Cildo Meireles, 52 anos e 35 de carreira, é um apaixonado por futebol. Torcedor fanático do Fluminense, na adolescência jogou como meio-de-campo e quase integrou os times do Cruzeiro e do Flamengo. Vem desde esta época sua obsessão estética por todo tipo de esfera. Durante vários anos, e sem saber exatamente por que, Meireles – hoje considerado um dos artistas plásticos brasileiros de maior destaque no cenário internacional – colecionou bolas de diferentes cores e tamanhos. Algumas foram tomadas de seus dois filhos, Pedro Ariel, 15 anos, e Orson Joaquim, 10, assim batizado em homenagem dupla ao cineasta Orson Welles e a Joaquim José da Silva Xavier, o Tiradentes. Em 1992, ao criar a instalação Glove trotter, Meireles distribuiu no solo as bolas da coleção e as cobriu com uma extensa e fina malha de aço. Feita a convite do MoMa de Nova York, a obra pode agora finalmente ser vista no Brasil, a partir da terça-feira 25, na galeria Luisa Strina, em São Paulo. “Ela iria se chamar All brave new world, frase tirada de Shakespeare, porque está ligada ao Descobrimento. Imaginei alguém atirando uma rede e capturando mundos”, explica.
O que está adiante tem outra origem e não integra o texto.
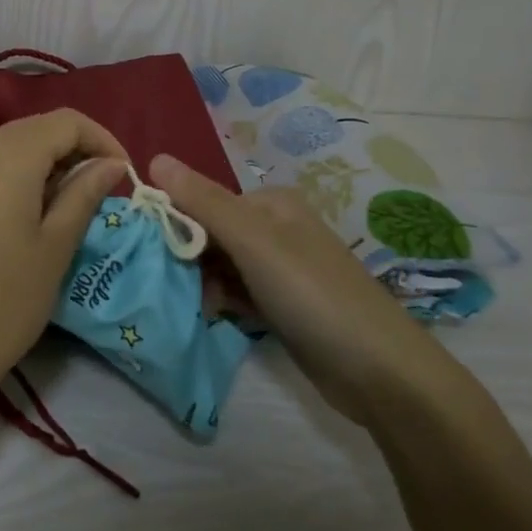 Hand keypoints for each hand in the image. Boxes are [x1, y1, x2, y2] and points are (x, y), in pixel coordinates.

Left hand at [0, 110, 127, 412]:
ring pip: (5, 147)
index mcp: (6, 156)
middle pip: (34, 129)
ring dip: (41, 165)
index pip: (66, 121)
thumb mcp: (53, 251)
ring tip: (62, 208)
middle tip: (97, 193)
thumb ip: (83, 196)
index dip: (102, 139)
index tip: (123, 175)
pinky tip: (18, 218)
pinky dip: (9, 178)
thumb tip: (110, 164)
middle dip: (72, 151)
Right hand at [150, 154, 458, 424]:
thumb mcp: (253, 241)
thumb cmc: (312, 293)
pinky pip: (239, 295)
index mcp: (271, 203)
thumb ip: (203, 201)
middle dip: (189, 258)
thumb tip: (154, 158)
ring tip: (194, 307)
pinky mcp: (284, 306)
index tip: (150, 252)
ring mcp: (282, 269)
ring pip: (222, 267)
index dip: (175, 222)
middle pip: (212, 233)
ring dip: (203, 285)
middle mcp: (276, 228)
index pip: (204, 200)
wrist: (381, 372)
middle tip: (172, 287)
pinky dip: (224, 304)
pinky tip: (215, 319)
Como o futebol, que sempre gera opiniões conflitantes, as instalações de Meireles envolvem o visitante e provocam as reações mais diversas. Pode-se imaginar o festival de risos, interrogações e perplexidade que tomará conta do Museu de Arte Moderna de São Paulo, onde ele também inaugura, na quinta-feira 27, uma retrospectiva de sua consagrada carreira. No festival Cildo Meireles que assola o País, suas obras ainda podem ser vistas no segmento contemporâneo da Mostra do redescobrimento – Brasil 500 anos com a instalação Strictu e na coletiva Investigações: o trabalho do artista, no Itaú Cultural, ambas na capital paulista. Reunindo 27 trabalhos, a mostra do MAM exibe pela primeira vez no Brasil instalações pertencentes a importantes museus internacionais, com preços que atingem a casa dos US$ 300 mil. Entre elas a majestosa Fontes – feita para a Documenta de Kassel de 1992 –, uma sala amarela decorada com mil relógios amarelos de parede e seis mil réguas de carpinteiro, igualmente amarelas, pendendo do teto. Observar a evolução artística de Meireles, desde os desenhos expressionistas da década de 60 até os atuais trabalhos ambientais, passando pela fase mais política e conceitual – na qual despontam as notas de zero dólar e notas de cruzeiro com o carimbo Quem matou Herzog? –, é repassar um pouco da história da arte brasileira, hoje tão afinada com a cena mundial.
Esta é praticamente a mesma retrospectiva que coloriu de ironia o New Museum of Contemporary Art de Nova York até março passado, e que, no balanço do ano, algumas revistas americanas escolheram como uma das melhores exposições de 1999. A repercussão foi tanta que a revista Art in America – uma das mais importantes publicações dos Estados Unidos na área de artes plásticas – dedicou sua capa de julho ao trabalho do artista, numa matéria de oito páginas. Paralelamente, a editora inglesa Phaidon publicou, dentro da coleção Contemporary artists, o livro Cildo Meireles, agora lançado no Brasil pela sofisticada Cosac & Naify.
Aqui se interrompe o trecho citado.